(TASK DETAILS) Reproduce all lines of the listing below in which the word "solid" occurs.

(DATA UNDER STUDY)
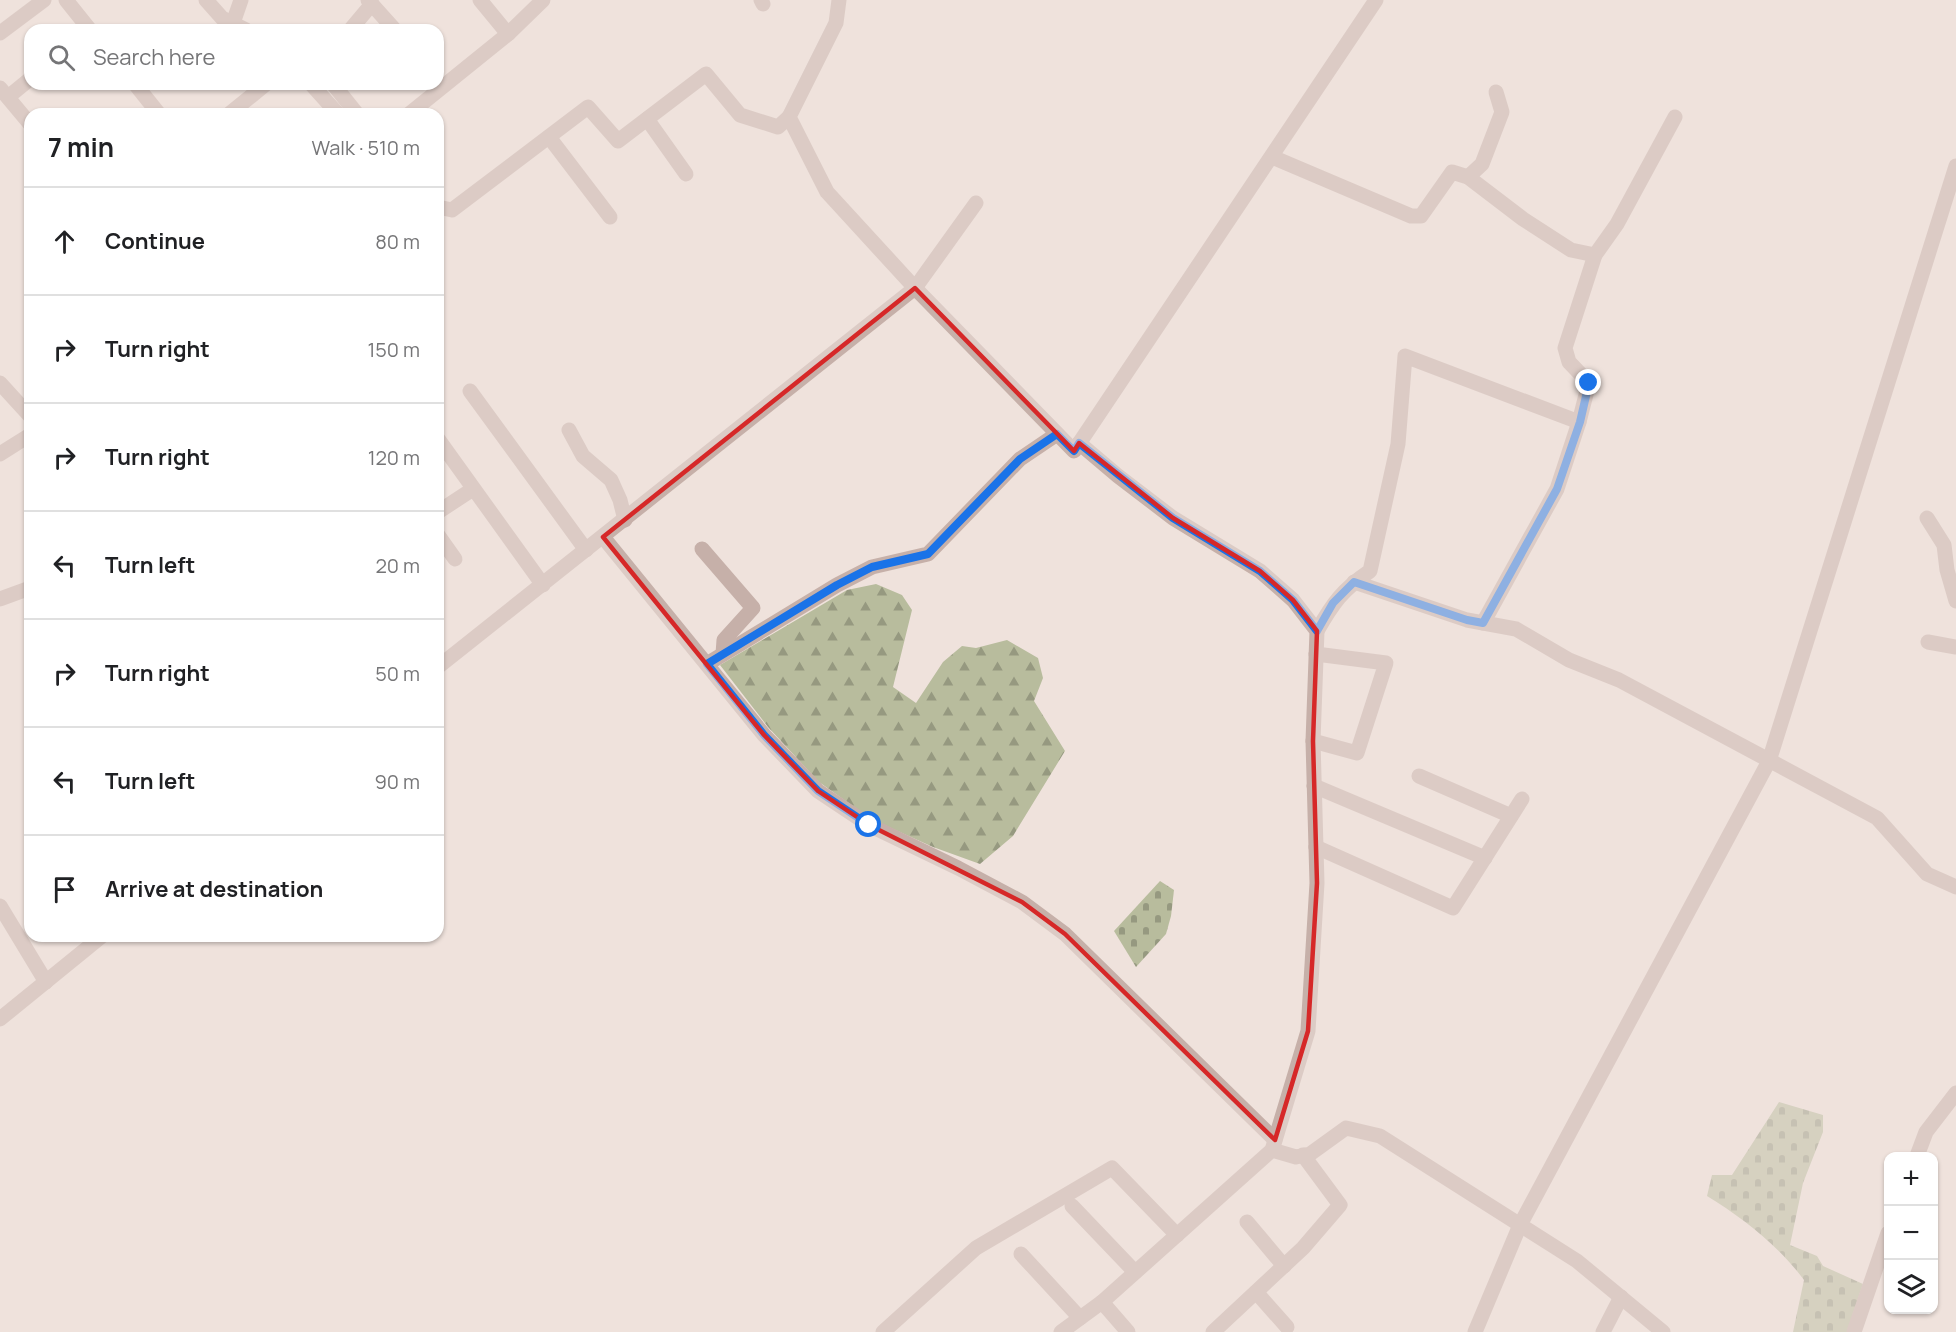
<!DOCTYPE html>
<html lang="en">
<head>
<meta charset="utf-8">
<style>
	:root { --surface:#fff; --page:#f2f2f2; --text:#202124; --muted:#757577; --line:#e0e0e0 }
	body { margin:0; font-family:Manrope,sans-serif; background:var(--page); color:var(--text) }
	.controls { position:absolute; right:18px; bottom:18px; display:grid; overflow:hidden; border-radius:12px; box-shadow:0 2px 4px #0004 }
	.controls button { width:54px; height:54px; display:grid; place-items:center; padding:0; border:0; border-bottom:2px solid var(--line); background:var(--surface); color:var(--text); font:30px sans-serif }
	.stop { position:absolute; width:18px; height:18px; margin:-14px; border:4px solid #1a73e8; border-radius:50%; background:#fff }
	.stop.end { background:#1a73e8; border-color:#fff; box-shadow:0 2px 6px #0008 }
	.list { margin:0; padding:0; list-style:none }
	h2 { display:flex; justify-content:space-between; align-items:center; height:78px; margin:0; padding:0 24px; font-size:26px }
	h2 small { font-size:20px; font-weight:400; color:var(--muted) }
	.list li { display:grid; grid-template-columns:39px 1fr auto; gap:18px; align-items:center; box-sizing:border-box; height:108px; padding:0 24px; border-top:2px solid var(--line) }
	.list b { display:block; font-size:22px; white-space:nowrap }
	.list em { font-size:20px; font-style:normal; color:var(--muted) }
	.icon { flex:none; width:33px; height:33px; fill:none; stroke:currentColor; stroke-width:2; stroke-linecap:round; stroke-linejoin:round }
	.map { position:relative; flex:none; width:1956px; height:1332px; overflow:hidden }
	.search { position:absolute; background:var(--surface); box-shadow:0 2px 4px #0004; left:24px; top:24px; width:420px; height:66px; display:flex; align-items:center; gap:15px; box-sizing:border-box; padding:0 21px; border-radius:18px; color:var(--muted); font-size:22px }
	.panel { position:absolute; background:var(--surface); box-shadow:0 2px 4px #0004; left:24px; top:108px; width:420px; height:834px; border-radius:18px }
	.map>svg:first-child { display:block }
	.forest { fill:url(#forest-firs) }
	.cemetery { fill:url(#cemetery-stones) }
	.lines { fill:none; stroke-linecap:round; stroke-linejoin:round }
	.minor { stroke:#c6b0a9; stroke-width:15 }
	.route { stroke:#1a73e8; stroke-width:8 }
	.marked { fill:none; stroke:#d62828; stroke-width:4.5; stroke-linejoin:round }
</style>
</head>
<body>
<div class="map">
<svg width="1956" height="1332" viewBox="0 0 1956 1332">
	<defs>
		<pattern id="forest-firs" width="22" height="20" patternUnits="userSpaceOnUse" patternTransform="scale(1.5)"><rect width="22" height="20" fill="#b8bc9d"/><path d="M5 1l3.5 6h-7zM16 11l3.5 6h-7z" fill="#969980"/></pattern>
		<pattern id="cemetery-stones" width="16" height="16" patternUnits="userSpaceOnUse" patternTransform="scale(1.5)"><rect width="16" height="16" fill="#b8bc9d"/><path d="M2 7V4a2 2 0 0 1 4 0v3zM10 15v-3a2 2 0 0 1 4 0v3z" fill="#969980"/></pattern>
	</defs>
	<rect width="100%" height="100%" fill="#efe2dc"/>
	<path class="forest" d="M 876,584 L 902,595 L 912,610 L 893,687 L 916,703 L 943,662 L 962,646 L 976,648 L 1007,640 L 1038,658 L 1043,678 L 1034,701 L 1065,751 L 1013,836 L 980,864 L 933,847 L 871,819 L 819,782 L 768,727 L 720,665 L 847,590 Z"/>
	<g class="cemetery">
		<path d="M 1160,881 L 1174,890 L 1171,916 L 1166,934 L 1136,967 L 1114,931 Z"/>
		<path d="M 1779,1102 L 1823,1115 L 1823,1132 L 1803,1183 L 1790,1245 L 1817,1256 L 1823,1266 L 1863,1284 L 1847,1332 L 1793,1332 L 1804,1280 C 1779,1246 1743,1218 1707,1196 L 1712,1175 L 1732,1175 Z"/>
	</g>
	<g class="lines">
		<g class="minor">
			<path d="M 66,0 L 90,30"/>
			<path d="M 206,0 L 222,18 L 246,30"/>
			<path d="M 368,0 L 395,30"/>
			<path d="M 480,0 L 508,34"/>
			<path d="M 761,0 L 763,4"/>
			<path d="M 839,0 L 836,23 L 789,117 L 827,192 L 915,288 L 976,203"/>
			<path d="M 233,23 L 241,0"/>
			<path d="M 350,30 L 372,4"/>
			<path d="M 0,33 L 44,0"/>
			<path d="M 135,84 L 159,114"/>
			<path d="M 311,84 L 338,114"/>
			<path d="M 333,84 L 357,114"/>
			<path d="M 0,88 L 30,124"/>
			<path d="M 8,97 L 30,79"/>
			<path d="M 229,114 L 266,84"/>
			<path d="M 409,114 L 508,34 L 543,0"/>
			<path d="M 647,119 L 686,174"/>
			<path d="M 549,137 L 610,217"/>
			<path d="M 1272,157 L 1411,216 L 1421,216 L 1452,172 L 1468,177 L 1523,219 L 1571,250 L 1595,255"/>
			<path d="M 1468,177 L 1482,164 L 1502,112 L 1496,92"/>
			<path d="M 438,207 L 452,210 L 588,107 L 618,141 L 706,74 L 740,115 L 778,127 L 789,117"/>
			<path d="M 0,383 L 30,416"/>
			<path d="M 470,391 L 586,550"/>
			<path d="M 569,430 L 583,456 L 611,480 L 620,500 L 625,520"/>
			<path d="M 438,439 L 543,585"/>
			<path d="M 1079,443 L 1118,476 L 1173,518 L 1260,571 L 1293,600 L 1317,631 L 1313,741 L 1317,883 L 1308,1031 L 1273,1147"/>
			<path d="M 0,454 L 30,435"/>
			<path d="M 438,512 L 473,489"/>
			<path d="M 1927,518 L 1944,545 L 1947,570 L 1956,601"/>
			<path d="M 438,535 L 455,559"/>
			<path d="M 603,537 L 764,735 L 818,791 L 869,825 L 958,868 L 1022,902 L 1065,934 L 1275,1140"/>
			<path d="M 702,549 L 753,608 L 724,640 L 723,654"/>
			<path d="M 1354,582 L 1467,620 L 1516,629 L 1569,660 L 1619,680 L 1877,818 L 1927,874 L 1956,887"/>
			<path d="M 0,599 L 30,588"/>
			<path d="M 1483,623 L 1557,489 L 1579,422 L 1589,383 L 1569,362 L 1565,348 L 1595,255 L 1617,224 L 1675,117"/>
			<path d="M 1317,631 C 1333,603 1342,590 1370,571 L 1398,444 L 1405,356 L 1579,422"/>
			<path d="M 1928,642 L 1956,647"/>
			<path d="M 707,664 L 837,585 L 872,567 L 928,554 L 1020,459 L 1057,434"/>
			<path d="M 438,667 L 915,288 L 1074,451 L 1376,0"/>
			<path d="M 1313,741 L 1357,753 L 1386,663 L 1316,654"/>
			<path d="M 1419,776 L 1511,816"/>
			<path d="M 1314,786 L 1485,858"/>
			<path d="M 1316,847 L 1453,908 L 1522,799"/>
			<path d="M 0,906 L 46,982"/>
			<path d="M 0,1019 L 102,936"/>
			<path d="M 1917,1156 L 1926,1132 L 1956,1093"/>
			<path d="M 1072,1206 L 1135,1272"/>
			<path d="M 1247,1222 L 1284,1266"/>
			<path d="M 1021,1254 L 1080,1318"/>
			<path d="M 1256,1292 L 1287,1327"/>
			<path d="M 1102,1302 L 1128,1332"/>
			<path d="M 883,1332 L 976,1248 L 1112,1168 L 1177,1235"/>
			<path d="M 1061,1332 L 1102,1302 L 1272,1150 L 1296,1157 L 1310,1154 L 1346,1128 L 1380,1136 L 1577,1261 L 1663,1332"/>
			<path d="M 1213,1332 L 1303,1248 L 1340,1205 L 1303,1155"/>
			<path d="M 1475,1332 L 1520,1225 L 1769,761 L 1956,166"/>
			<path d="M 1603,1332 L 1621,1297"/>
			<path d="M 1854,1332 L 1888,1233"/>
		</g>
	</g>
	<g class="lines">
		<path class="route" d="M 869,825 L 818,791 L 764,735 L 707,664 L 837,585 L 872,567 L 928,554 L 1020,459 L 1057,434 L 1074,451 L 1079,443 L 1173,518 L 1260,571 L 1293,600 L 1317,631 L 1333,603 L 1354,582 L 1467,620 L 1483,623 L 1557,489 L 1580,422 L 1589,383"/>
	</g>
	<path d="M0 0H1956V1332H0ZM 915,288 L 1074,451 L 1079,443 L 1173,518 L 1260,571 L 1293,600 L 1317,631 L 1313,741 L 1317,883 L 1308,1031 L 1275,1140 L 1065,934 L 1022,902 L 869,825 L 818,791 L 764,735 L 603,537 Z" fill="#efe2dc" fill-opacity=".55" fill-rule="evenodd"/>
	<path class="marked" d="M 915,288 L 1074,451 L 1079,443 L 1173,518 L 1260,571 L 1293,600 L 1317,631 L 1313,741 L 1317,883 L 1308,1031 L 1275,1140 L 1065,934 L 1022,902 L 869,825 L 818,791 L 764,735 L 603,537 Z"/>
</svg>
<div class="controls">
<button>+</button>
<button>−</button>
<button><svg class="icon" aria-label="layers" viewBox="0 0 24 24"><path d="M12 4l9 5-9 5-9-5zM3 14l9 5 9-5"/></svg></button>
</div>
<div class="stop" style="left:869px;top:825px"></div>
<div class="stop end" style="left:1589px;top:383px"></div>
<div class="search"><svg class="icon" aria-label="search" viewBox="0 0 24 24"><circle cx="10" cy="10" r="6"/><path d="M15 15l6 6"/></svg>Search here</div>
<section class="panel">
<h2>7 min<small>Walk · 510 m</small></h2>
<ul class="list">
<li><svg class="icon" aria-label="ahead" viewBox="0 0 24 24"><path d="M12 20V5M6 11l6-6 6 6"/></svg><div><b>Continue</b></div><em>80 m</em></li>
<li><svg class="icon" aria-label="right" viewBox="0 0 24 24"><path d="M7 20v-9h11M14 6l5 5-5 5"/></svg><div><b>Turn right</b></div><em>150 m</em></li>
<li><svg class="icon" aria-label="right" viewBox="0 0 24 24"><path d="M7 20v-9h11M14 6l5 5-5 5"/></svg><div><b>Turn right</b></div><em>120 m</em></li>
<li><svg class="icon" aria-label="left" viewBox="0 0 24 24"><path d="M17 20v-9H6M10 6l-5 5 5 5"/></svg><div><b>Turn left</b></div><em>20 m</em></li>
<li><svg class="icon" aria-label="right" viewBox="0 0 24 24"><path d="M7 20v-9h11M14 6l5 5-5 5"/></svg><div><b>Turn right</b></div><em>50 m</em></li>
<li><svg class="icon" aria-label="left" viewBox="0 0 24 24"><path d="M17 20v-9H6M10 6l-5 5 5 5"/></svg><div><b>Turn left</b></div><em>90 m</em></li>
<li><svg class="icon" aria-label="arrive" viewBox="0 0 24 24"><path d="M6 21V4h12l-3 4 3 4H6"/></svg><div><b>Arrive at destination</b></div></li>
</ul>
</section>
</div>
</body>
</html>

(TASK ANSWER)
	.controls button { width:54px; height:54px; display:grid; place-items:center; padding:0; border:0; border-bottom:2px solid var(--line); background:var(--surface); color:var(--text); font:30px sans-serif }
	.stop { position:absolute; width:18px; height:18px; margin:-14px; border:4px solid #1a73e8; border-radius:50%; background:#fff }
	.list li { display:grid; grid-template-columns:39px 1fr auto; gap:18px; align-items:center; box-sizing:border-box; height:108px; padding:0 24px; border-top:2px solid var(--line) }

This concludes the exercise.